Why, you may ask, am I telling you this. It's quite simple really: The Kings of Eternity is another typical Eric Brown novel, one that uses an SF staple at its core, yet tells the story through its characters. The cover may suggest interplanetary travel, alien worlds and intelligence, and perhaps even that sense of wonder that SF is known for, but what you will find within the pages of The Kings of Eternity is more personal, but thoroughly science fictional.

The Kings of Eternity is split into two very distinct sections, one focusing on writer Daniel Langham and his secluded life on a small Greek island during 1999 and the other on Jonathon Langham, Edward Vaughan and brothers Jasper & Charles Carnegie in London and the English countryside of 1935. Daniel Langham is a writer who enjoys his privacy, always conscious of people trying to get close to him for an exclusive interview or whatever else he suspects them of. And that is the case when Caroline Platt comes into his life, changing his outlook and once again falling in love. In 1935 Jonathon and Vaughan are also writers, and after a summons to the estate of Jasper Carnegie they discover something beyond wonder that will change their lives, forever.

What struck me when I started The Kings of Eternity was very much the non-sf feel of the book, the characters and the writing. With one small exception you could have been fooled that you were reading a non-genre novel up to 60 or so pages in, and then once the science fictional element comes into play it's there, but sometimes you actually forget it is. Eric Brown has crafted characters that you genuinely want to care about, are interested in their lives and how they deal with the everything that is thrown at them. This is not something that happens in many genre novels where characterisation often takes second place to Big Ideas, but Brown has been bucking that trend for a long time now - The Kings of Eternity is a prime example of a writer at the top of his game.

Daniel Langham comes across very much as the lonely writer desperately trying to keep his privacy, but there is a deeper layer to this that is not immediately apparent. From his early encounters with strangers he is obviously paranoid about something, and this aspect of his past is explored more as the novel progresses. When he meets Caroline he is at odds with himself - his paranoia means he must know she isn't just after the usual stuff, but he desperately wants to ignore this and take things as they come.

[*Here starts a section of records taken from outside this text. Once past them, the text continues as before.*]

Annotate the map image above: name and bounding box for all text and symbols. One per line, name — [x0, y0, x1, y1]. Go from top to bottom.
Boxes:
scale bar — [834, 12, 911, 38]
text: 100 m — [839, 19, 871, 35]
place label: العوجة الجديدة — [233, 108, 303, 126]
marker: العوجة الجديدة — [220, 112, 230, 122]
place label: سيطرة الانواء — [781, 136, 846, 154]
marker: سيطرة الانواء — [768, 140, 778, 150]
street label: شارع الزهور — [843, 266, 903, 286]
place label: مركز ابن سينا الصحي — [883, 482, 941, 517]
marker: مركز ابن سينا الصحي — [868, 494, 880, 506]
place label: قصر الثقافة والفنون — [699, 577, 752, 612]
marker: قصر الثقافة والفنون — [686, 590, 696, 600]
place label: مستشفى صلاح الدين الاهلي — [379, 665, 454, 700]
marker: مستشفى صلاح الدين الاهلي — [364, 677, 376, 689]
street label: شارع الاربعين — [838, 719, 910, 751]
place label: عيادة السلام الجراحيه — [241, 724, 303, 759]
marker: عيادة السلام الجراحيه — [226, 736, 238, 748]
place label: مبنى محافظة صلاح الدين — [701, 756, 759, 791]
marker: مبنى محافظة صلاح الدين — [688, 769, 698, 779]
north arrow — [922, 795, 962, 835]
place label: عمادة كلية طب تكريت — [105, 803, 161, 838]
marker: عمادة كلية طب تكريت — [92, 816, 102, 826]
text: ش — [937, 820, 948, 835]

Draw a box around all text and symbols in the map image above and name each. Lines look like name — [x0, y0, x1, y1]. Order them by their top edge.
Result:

It's an interesting view into his character that also throws up other trust issues he has, and it's dealt with just right. The times we follow Daniel are the shorter sections for the most part, but they add a much to the story and, in the end, it's clear why.

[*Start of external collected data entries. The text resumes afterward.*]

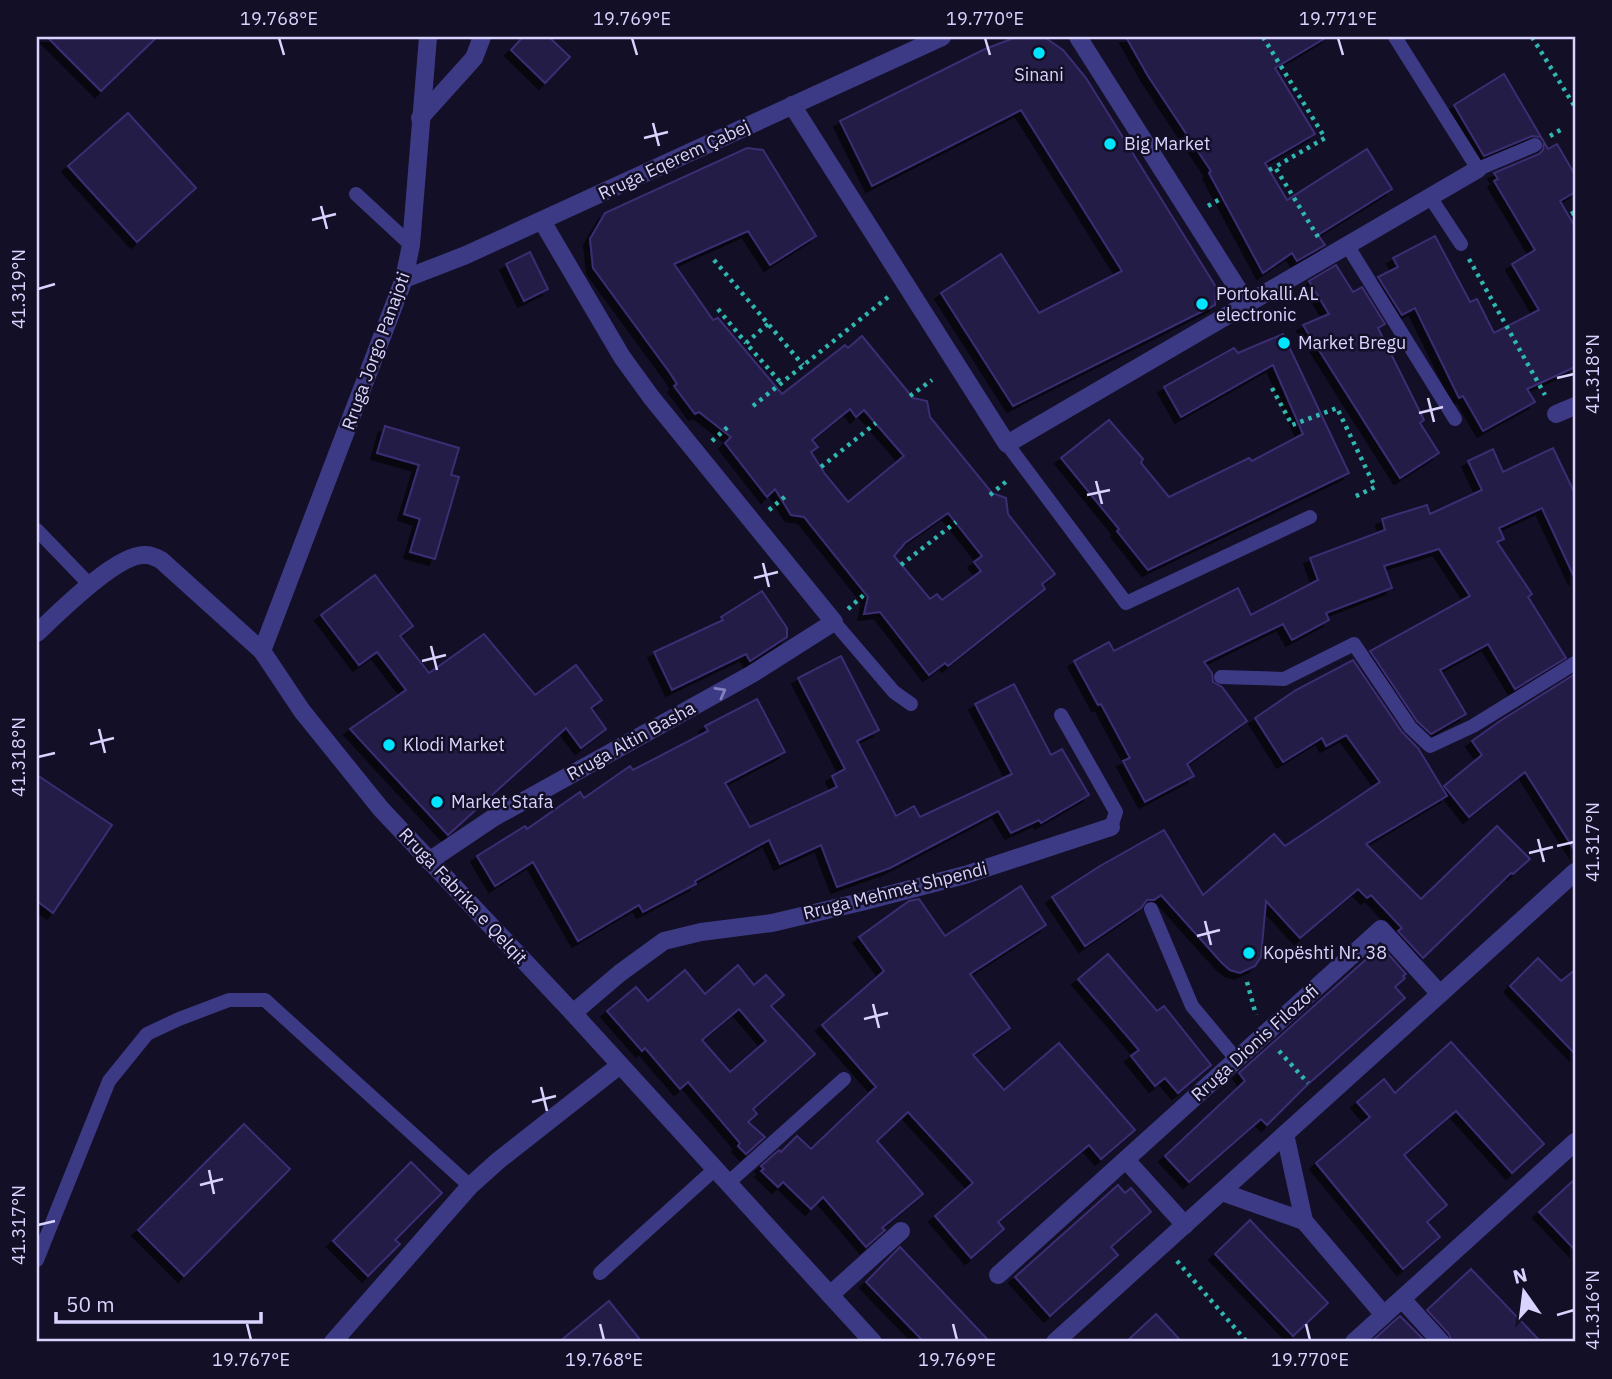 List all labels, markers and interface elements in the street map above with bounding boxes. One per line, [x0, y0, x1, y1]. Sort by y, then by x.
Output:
text: 19.768°E [240, 7, 318, 30]
text: 19.769°E [593, 7, 671, 30]
text: 19.770°E [946, 7, 1024, 30]
text: 19.771°E [1299, 7, 1377, 30]
marker: Sinani [1031, 45, 1047, 61]
place label: Sinani [1014, 63, 1064, 86]
street label: Rruga Eqerem Çabej [594, 114, 753, 205]
place label: Big Market [1124, 132, 1210, 155]
marker: Big Market [1102, 136, 1118, 152]
text: 41.319°N [7, 249, 30, 329]
street label: Rruga Jorgo Panajoti [336, 269, 415, 433]
place label: Portokalli.AL electronic [1216, 282, 1319, 326]
marker: Portokalli.AL electronic [1194, 296, 1210, 312]
place label: Market Bregu [1298, 331, 1406, 354]
text: 41.318°N [1581, 334, 1604, 414]
marker: Market Bregu [1276, 335, 1292, 351]
one-way arrow [714, 687, 726, 700]
street label: Rruga Altin Basha [563, 696, 699, 785]
text: 41.318°N [7, 717, 30, 797]
place label: Klodi Market [403, 733, 505, 756]
marker: Klodi Market [381, 737, 397, 753]
place label: Market Stafa [451, 790, 554, 813]
marker: Market Stafa [429, 794, 445, 810]
text: 41.317°N [1581, 802, 1604, 882]
street label: Rruga Fabrika e Qelqit [394, 823, 533, 969]
street label: Rruga Mehmet Shpendi [801, 857, 989, 925]
place label: Kopështi Nr. 38 [1263, 941, 1387, 964]
marker: Kopështi Nr. 38 [1241, 945, 1257, 961]
street label: Rruga Dionis Filozofi [1186, 979, 1323, 1106]
text: 41.317°N [7, 1185, 30, 1265]
north arrow [1490, 1256, 1560, 1326]
text: N [1510, 1262, 1529, 1289]
text: 41.316°N [1581, 1270, 1604, 1350]
scale bar [56, 1281, 261, 1325]
text: 50 m [66, 1290, 115, 1318]
text: 19.767°E [212, 1348, 290, 1371]
text: 19.768°E [565, 1348, 643, 1371]
text: 19.769°E [918, 1348, 996, 1371]
text: 19.770°E [1271, 1348, 1349, 1371]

Jonathon Langham, also a writer, lives in 1935 London, able to live decently off his craft. His relationship with Carla, a stage actress in London, is an on and off affair, not quite leading to a full partnership. But Jonathon's jealousy is his downfall and he can't even see her talking to another man without the beast rearing its ugly head. With his father also ill his friendship with Edward Vaughan and Jasper Carnegie that leads him away from London is just what he needs, and the discovery of a portal from another world in Hopton Wood is only the start. While Jonathon's life in London shows much of his character, it's the events in Hopton Wood and Cranley Grange that are the start, and focus, of The Kings of Eternity.

Because both narrators are writers the prose flows very well, the descriptions of their surroundings, the events that they are part of and their story in general are conveyed in such a way that you don't so much as read the novel but simply absorb the story. Sometimes a book can have this readability factor that makes you want to plow through it and get to the end, but the opposite is true for The Kings of Eternity. I didn't want it to end, and even though I was desperate to read more and more in each sitting I rationed myself to the novel, not wanting to come to the final page. However, the end did come and I was left wanting. I did not want The Kings of Eternity to be anything other than what it was, I just wanted more. Perhaps this is selfish of me, but it is rare that a book delivers such a story that I felt deprived when it ended.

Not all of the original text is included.